--- TRY IT ---
From the records below, find each line with the string "Машурова" and copy it.

--------------------------------

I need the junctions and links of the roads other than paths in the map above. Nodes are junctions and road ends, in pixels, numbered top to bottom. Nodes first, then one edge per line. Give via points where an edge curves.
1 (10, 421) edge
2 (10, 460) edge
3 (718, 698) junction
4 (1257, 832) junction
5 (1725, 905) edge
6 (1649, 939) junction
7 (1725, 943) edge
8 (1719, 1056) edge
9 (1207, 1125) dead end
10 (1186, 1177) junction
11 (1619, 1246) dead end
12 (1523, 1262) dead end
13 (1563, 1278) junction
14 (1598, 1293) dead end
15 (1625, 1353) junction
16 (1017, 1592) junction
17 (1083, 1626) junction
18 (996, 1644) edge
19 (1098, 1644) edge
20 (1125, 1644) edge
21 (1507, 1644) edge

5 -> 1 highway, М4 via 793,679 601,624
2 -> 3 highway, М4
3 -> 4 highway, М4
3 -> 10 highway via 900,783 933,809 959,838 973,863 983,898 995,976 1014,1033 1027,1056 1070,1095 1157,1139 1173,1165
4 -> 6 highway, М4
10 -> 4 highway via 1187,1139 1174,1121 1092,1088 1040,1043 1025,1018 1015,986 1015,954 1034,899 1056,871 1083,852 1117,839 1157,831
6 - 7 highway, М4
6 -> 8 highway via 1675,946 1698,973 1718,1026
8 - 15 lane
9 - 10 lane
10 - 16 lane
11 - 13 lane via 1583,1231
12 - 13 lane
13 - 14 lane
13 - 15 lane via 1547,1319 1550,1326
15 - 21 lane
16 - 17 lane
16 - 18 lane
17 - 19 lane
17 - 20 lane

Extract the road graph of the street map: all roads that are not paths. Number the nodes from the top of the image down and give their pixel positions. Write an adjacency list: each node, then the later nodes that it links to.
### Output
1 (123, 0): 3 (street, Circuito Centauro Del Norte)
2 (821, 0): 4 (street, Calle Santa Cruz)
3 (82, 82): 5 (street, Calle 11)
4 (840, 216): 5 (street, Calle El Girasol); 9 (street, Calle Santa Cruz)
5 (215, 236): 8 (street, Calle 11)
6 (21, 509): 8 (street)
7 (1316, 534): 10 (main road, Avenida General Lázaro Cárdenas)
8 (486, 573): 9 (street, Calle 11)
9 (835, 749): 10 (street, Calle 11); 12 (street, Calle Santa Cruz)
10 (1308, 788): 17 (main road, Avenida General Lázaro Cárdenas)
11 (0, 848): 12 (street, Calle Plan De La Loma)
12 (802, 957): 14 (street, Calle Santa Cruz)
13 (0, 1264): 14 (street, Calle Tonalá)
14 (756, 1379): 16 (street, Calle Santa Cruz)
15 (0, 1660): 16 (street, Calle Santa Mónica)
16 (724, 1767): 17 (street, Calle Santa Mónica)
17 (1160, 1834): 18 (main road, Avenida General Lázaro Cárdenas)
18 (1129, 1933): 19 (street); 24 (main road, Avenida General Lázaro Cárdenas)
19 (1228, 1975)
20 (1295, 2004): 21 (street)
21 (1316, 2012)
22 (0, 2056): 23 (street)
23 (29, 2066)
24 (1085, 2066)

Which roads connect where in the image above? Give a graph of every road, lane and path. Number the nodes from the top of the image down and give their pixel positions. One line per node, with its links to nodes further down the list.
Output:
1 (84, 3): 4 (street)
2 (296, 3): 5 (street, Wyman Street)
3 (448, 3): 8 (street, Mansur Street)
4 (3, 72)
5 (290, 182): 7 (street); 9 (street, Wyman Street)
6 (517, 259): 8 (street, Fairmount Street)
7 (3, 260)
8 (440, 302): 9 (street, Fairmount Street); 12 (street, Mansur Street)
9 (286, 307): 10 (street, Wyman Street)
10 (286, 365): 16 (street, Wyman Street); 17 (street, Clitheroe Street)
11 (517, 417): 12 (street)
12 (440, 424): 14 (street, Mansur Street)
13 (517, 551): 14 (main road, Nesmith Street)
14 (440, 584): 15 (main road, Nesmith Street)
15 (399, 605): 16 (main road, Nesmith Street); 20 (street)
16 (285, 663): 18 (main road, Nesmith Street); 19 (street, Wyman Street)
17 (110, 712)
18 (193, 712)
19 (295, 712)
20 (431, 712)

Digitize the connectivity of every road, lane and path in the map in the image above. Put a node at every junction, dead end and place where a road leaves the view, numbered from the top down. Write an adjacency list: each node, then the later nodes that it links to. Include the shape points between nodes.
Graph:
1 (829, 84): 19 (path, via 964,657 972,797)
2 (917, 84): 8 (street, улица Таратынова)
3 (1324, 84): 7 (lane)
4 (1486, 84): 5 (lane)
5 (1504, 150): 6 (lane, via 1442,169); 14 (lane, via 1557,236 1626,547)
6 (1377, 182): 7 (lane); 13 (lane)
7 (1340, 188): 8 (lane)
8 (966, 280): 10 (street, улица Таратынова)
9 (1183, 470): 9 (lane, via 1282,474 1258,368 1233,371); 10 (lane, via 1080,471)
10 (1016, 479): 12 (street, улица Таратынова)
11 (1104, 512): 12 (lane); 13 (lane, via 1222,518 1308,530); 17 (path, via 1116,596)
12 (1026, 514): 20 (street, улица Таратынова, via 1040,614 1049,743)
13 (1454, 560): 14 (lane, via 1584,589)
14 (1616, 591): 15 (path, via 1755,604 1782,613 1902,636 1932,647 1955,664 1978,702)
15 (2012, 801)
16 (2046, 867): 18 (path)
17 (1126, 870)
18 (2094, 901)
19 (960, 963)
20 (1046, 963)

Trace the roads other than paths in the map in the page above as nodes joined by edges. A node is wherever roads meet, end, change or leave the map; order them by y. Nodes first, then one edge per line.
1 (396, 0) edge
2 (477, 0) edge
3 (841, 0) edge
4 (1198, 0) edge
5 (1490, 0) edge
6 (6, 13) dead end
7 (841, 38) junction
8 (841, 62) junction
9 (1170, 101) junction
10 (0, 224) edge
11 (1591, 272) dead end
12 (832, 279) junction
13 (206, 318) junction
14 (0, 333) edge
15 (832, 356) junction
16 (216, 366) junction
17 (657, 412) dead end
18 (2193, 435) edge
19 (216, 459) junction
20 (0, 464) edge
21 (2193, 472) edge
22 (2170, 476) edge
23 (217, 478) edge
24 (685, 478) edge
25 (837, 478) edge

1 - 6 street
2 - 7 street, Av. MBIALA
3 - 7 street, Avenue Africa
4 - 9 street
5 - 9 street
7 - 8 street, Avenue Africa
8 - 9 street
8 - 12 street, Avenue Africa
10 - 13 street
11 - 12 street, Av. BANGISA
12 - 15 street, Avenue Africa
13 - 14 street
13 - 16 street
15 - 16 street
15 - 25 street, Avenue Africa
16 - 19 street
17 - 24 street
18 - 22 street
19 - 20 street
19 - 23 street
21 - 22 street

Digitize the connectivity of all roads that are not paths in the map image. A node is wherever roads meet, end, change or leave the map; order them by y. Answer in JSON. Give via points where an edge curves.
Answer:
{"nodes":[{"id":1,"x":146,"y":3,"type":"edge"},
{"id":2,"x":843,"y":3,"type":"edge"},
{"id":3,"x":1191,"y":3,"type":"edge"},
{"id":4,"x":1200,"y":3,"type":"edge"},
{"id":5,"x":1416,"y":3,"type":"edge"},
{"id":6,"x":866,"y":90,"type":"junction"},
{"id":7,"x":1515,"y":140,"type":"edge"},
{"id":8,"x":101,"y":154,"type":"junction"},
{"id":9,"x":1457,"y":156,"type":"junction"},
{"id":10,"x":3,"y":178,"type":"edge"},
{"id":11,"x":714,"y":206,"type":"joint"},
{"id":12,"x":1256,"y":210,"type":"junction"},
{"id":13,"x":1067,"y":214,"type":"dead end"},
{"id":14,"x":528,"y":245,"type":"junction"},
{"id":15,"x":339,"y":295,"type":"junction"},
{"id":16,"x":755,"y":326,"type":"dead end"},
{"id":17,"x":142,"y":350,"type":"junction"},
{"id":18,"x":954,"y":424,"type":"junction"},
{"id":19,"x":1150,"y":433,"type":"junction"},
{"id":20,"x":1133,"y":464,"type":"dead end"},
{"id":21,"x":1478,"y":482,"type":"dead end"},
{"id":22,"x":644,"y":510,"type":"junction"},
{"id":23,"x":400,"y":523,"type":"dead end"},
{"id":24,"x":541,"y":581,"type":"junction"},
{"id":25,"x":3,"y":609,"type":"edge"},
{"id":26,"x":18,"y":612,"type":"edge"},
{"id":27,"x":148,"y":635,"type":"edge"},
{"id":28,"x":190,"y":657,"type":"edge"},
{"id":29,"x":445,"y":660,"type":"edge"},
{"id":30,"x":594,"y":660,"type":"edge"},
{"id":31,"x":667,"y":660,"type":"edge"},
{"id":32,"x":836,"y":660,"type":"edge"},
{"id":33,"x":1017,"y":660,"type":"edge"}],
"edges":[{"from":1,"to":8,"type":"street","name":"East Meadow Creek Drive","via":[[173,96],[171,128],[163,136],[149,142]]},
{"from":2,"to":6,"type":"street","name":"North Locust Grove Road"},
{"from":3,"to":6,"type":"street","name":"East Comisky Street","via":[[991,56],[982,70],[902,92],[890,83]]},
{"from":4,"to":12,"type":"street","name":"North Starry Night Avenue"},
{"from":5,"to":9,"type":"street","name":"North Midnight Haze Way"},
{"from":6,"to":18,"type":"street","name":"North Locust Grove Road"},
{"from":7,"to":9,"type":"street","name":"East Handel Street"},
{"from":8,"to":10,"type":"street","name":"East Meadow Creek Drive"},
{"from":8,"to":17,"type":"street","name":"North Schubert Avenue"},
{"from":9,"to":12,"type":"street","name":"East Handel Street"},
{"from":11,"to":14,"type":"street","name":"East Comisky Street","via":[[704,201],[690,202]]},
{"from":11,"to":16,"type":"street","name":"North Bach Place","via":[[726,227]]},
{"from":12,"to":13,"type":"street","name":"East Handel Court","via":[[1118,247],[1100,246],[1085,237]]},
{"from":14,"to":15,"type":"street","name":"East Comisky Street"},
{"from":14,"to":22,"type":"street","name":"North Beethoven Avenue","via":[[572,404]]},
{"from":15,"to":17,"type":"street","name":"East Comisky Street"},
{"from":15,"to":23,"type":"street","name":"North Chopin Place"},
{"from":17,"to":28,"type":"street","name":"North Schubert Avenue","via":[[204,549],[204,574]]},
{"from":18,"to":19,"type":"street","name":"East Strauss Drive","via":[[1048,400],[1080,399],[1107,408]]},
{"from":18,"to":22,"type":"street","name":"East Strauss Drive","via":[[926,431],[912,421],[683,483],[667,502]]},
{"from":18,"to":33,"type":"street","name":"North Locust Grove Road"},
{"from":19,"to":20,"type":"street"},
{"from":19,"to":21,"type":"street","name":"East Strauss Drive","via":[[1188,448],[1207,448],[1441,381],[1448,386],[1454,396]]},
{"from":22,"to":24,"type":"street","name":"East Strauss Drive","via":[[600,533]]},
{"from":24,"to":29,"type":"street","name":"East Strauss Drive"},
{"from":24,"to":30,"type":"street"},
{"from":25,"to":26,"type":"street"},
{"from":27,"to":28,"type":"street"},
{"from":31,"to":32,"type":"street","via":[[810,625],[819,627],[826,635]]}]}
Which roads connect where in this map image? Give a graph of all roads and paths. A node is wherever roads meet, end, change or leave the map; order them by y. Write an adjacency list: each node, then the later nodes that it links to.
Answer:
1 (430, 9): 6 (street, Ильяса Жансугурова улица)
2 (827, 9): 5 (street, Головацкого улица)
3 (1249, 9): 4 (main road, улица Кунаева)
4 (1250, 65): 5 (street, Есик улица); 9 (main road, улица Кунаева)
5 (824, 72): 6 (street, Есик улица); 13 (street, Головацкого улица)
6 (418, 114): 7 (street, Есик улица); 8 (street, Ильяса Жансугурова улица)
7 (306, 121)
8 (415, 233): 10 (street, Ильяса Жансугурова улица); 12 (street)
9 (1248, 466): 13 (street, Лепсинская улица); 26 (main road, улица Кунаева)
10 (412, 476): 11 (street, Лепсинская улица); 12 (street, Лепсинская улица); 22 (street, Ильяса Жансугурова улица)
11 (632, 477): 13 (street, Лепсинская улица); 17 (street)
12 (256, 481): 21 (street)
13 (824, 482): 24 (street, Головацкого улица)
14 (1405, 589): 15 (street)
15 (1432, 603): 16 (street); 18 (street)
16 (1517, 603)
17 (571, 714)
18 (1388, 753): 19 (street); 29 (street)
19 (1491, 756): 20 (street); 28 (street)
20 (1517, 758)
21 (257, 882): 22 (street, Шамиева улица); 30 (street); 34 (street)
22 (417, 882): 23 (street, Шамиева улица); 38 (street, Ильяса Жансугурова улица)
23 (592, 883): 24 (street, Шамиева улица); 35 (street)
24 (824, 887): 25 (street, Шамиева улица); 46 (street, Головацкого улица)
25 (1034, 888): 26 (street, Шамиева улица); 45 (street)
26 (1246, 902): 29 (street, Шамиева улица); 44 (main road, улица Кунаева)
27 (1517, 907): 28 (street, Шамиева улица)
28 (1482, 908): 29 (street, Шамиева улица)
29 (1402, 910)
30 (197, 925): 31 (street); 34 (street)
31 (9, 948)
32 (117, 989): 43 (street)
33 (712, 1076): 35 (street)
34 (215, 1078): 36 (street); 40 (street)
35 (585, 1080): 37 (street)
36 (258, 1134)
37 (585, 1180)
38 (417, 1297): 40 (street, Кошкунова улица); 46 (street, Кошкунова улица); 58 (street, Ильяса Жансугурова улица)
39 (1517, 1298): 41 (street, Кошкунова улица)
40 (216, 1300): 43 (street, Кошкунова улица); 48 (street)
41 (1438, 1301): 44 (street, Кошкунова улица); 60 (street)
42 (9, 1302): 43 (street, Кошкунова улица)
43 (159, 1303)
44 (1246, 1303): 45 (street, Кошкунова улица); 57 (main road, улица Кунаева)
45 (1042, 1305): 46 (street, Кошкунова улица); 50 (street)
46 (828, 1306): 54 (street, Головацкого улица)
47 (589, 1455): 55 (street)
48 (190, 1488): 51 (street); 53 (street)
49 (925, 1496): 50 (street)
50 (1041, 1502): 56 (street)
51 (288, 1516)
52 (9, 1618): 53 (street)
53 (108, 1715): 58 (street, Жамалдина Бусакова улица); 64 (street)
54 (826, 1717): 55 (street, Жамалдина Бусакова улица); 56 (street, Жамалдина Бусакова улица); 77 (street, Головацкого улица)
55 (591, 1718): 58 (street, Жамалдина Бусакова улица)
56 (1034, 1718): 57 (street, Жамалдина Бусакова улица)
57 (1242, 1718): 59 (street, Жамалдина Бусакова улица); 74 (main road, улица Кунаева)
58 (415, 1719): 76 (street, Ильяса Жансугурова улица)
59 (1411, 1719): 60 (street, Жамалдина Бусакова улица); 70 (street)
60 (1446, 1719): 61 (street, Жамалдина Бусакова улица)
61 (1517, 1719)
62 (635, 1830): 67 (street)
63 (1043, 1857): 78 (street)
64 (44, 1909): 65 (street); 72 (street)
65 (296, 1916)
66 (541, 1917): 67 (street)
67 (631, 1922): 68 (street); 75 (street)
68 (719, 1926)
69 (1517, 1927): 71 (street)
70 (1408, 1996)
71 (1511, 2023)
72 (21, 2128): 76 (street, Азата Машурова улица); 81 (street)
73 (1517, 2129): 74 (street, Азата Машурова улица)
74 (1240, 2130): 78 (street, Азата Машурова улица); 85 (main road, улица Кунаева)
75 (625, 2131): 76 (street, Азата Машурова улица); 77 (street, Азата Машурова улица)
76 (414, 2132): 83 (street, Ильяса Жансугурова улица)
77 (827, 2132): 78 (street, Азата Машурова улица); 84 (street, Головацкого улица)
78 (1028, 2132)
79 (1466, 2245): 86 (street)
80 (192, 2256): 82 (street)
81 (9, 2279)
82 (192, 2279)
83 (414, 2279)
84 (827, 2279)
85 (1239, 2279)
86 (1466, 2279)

--------------------------------

--- EXPECTED ANSWER ---
72 (21, 2128): 76 (street, Азата Машурова улица); 81 (street)
73 (1517, 2129): 74 (street, Азата Машурова улица)
74 (1240, 2130): 78 (street, Азата Машурова улица); 85 (main road, улица Кунаева)
75 (625, 2131): 76 (street, Азата Машурова улица); 77 (street, Азата Машурова улица)
77 (827, 2132): 78 (street, Азата Машурова улица); 84 (street, Головацкого улица)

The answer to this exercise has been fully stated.